> _What the exercise asks_: Using the data below, copy out all lines with the word "every".
-=-=-=-=-
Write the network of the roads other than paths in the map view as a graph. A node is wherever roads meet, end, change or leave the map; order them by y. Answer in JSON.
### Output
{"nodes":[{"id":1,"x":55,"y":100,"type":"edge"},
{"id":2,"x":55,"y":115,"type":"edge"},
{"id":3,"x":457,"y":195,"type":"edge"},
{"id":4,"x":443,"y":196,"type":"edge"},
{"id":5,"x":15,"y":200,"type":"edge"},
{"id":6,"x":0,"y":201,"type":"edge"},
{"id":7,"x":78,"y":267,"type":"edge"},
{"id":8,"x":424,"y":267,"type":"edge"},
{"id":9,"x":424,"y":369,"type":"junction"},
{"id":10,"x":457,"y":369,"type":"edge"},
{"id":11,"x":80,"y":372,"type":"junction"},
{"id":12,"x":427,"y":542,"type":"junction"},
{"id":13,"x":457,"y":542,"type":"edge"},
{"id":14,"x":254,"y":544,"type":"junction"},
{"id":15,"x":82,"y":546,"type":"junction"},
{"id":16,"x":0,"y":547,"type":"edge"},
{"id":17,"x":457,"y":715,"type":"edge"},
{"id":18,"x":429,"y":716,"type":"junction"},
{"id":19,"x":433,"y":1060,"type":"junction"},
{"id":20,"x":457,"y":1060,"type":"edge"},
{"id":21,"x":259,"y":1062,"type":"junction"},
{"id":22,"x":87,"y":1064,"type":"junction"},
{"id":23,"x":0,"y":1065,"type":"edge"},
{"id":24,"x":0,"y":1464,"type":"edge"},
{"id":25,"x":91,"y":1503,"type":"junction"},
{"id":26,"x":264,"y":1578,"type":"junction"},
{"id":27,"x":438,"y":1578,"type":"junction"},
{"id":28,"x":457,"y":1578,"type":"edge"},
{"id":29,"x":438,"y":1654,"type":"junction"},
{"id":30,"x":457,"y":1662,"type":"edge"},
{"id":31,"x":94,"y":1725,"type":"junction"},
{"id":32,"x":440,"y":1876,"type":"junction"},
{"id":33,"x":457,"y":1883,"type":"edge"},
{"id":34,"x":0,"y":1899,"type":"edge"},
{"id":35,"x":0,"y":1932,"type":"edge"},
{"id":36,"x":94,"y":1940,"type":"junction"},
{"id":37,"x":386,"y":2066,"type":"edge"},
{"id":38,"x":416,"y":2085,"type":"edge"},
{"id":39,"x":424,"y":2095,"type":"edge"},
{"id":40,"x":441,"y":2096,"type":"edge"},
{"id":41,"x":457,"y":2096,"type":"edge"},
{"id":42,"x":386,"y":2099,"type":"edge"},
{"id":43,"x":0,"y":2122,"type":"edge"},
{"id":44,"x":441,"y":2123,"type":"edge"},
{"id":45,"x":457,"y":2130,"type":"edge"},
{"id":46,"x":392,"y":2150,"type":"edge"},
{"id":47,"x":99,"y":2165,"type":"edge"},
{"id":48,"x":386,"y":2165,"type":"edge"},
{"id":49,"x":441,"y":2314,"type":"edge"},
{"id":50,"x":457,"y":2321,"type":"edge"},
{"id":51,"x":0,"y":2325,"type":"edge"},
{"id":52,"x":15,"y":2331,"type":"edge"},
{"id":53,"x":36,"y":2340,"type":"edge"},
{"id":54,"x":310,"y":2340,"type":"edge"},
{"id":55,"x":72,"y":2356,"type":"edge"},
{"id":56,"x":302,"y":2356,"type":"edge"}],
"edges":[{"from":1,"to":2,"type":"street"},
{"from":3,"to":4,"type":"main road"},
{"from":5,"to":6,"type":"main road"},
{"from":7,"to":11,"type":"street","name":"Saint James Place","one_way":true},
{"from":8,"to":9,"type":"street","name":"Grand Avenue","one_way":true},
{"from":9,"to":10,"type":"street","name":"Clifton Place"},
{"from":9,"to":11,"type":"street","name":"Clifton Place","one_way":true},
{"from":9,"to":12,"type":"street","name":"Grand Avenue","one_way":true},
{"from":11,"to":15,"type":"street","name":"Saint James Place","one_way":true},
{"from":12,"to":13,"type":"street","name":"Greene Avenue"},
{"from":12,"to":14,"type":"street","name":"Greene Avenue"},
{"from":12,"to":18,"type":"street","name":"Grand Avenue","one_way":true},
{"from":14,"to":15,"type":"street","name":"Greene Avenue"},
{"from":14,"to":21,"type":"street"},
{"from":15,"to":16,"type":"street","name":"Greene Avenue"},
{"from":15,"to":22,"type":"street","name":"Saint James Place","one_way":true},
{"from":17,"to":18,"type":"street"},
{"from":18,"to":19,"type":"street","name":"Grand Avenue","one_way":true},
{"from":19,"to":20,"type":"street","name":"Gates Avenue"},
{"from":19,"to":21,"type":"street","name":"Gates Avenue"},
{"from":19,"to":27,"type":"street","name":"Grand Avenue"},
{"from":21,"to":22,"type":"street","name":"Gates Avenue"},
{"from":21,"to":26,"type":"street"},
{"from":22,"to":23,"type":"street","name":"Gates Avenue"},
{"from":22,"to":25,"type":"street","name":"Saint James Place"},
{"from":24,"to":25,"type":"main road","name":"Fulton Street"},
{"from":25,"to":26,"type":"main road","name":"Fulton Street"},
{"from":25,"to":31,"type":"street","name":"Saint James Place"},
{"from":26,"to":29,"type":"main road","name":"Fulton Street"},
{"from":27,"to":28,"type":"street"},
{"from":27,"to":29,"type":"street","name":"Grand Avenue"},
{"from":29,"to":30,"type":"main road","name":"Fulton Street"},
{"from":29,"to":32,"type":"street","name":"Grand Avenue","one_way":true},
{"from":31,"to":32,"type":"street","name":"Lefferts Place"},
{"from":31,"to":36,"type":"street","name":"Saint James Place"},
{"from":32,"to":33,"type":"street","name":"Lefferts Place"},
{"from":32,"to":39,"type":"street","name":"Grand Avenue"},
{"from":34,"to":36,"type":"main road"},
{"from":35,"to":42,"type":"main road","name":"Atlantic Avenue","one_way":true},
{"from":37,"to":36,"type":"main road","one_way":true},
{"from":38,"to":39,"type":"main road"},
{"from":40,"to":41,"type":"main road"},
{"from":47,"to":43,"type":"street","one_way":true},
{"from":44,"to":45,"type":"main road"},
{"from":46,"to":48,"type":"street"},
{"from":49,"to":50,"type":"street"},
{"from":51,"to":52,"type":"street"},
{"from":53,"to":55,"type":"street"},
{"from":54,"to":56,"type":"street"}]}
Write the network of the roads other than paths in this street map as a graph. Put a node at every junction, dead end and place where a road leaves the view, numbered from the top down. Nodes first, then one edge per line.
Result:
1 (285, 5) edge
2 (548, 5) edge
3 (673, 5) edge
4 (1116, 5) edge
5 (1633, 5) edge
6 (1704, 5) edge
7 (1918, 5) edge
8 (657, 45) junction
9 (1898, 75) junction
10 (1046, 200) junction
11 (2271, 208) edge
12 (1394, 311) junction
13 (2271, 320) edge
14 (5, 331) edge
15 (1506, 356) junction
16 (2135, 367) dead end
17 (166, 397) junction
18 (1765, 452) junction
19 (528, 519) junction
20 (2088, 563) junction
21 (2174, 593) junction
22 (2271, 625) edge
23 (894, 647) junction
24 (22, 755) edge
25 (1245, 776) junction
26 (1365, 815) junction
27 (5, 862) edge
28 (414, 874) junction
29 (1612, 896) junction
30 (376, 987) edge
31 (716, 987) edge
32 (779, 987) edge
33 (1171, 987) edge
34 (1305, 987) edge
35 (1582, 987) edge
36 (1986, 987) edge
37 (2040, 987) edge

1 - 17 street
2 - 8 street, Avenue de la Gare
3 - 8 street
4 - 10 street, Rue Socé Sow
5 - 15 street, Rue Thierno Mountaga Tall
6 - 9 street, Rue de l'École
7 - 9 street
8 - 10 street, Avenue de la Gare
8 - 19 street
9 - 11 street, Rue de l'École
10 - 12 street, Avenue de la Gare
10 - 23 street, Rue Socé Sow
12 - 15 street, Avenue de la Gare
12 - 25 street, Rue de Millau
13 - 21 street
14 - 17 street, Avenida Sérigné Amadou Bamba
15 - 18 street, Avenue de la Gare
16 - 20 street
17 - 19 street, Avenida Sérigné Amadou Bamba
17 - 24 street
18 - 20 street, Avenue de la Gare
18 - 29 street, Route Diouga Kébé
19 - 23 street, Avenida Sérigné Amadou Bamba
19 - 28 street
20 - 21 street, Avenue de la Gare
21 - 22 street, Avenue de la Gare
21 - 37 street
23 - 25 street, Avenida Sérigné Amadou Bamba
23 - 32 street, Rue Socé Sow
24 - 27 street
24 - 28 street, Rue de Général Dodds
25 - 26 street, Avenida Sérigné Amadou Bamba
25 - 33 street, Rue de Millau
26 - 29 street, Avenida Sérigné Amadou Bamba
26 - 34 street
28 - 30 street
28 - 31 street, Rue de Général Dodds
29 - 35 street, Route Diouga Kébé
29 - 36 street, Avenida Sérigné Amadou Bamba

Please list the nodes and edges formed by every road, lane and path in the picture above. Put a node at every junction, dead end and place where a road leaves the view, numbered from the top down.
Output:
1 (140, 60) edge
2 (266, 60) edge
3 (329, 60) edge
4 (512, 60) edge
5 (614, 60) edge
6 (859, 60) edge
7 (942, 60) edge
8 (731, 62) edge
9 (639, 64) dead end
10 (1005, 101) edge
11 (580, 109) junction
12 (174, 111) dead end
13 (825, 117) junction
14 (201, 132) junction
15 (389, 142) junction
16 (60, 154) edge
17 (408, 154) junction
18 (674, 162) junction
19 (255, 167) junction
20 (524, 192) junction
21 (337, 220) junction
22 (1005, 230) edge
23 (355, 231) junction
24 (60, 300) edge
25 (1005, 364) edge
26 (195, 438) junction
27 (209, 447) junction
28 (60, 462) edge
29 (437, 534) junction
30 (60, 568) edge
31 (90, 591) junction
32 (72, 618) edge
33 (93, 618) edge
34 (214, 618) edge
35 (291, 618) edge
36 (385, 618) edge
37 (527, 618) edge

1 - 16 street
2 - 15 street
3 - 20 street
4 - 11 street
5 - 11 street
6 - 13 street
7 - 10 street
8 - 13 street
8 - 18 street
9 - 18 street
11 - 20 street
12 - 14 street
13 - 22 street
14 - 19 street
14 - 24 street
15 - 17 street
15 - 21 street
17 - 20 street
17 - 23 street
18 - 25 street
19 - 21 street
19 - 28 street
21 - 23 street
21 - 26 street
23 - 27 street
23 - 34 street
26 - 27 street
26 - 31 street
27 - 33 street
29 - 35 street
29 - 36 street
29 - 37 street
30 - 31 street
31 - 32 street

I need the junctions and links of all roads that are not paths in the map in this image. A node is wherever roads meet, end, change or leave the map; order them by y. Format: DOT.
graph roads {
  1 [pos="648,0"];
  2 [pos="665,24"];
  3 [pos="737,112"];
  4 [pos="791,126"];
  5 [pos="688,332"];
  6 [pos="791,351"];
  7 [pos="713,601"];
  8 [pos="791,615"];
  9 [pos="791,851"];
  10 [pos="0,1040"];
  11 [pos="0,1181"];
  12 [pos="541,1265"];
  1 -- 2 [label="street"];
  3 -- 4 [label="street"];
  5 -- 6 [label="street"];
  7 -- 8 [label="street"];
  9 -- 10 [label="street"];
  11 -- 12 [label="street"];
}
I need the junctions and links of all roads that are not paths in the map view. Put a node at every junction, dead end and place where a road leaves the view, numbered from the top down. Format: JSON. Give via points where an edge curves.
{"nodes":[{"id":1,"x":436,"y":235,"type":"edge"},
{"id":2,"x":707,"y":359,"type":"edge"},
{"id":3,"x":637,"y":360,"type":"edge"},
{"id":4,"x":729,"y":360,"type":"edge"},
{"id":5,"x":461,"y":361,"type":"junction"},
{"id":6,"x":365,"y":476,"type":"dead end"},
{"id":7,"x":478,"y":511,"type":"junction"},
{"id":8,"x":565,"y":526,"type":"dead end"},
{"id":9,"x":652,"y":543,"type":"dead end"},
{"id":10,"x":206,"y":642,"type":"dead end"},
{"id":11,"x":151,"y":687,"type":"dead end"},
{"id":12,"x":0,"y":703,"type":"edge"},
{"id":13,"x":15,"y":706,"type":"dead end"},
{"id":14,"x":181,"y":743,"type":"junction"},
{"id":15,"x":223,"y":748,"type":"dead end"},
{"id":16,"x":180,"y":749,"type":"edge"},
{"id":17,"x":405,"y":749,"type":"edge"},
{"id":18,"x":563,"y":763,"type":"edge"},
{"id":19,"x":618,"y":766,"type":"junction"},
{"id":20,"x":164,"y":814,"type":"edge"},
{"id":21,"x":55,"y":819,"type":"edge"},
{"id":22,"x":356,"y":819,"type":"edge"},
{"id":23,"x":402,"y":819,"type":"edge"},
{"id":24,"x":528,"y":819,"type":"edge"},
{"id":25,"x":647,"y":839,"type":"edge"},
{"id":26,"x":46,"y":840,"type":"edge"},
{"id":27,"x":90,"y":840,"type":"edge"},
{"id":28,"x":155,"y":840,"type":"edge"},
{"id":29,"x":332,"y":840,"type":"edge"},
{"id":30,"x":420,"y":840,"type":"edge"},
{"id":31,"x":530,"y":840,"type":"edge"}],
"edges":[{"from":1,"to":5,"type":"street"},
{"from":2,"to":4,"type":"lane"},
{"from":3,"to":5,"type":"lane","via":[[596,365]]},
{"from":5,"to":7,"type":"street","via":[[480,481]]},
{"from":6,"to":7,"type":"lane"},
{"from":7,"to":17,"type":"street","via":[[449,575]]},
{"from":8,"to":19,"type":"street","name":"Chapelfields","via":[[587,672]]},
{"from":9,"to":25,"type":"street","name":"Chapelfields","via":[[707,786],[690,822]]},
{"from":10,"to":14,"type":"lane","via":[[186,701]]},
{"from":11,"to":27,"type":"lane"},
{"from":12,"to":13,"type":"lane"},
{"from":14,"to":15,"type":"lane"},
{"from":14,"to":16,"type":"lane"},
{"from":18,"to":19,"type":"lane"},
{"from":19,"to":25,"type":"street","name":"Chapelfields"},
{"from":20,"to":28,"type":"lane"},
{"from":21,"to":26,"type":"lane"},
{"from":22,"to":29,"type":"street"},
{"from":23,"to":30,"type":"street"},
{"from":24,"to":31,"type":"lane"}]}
-=-=-=-=-
> _Result for this exercise_:
Write the network of the roads other than paths in this street map as a graph. Put a node at every junction, dead end and place where a road leaves the view, numbered from the top down. Nodes first, then one edge per line.
Please list the nodes and edges formed by every road, lane and path in the picture above. Put a node at every junction, dead end and place where a road leaves the view, numbered from the top down.
I need the junctions and links of all roads that are not paths in the map view. Put a node at every junction, dead end and place where a road leaves the view, numbered from the top down. Format: JSON. Give via points where an edge curves.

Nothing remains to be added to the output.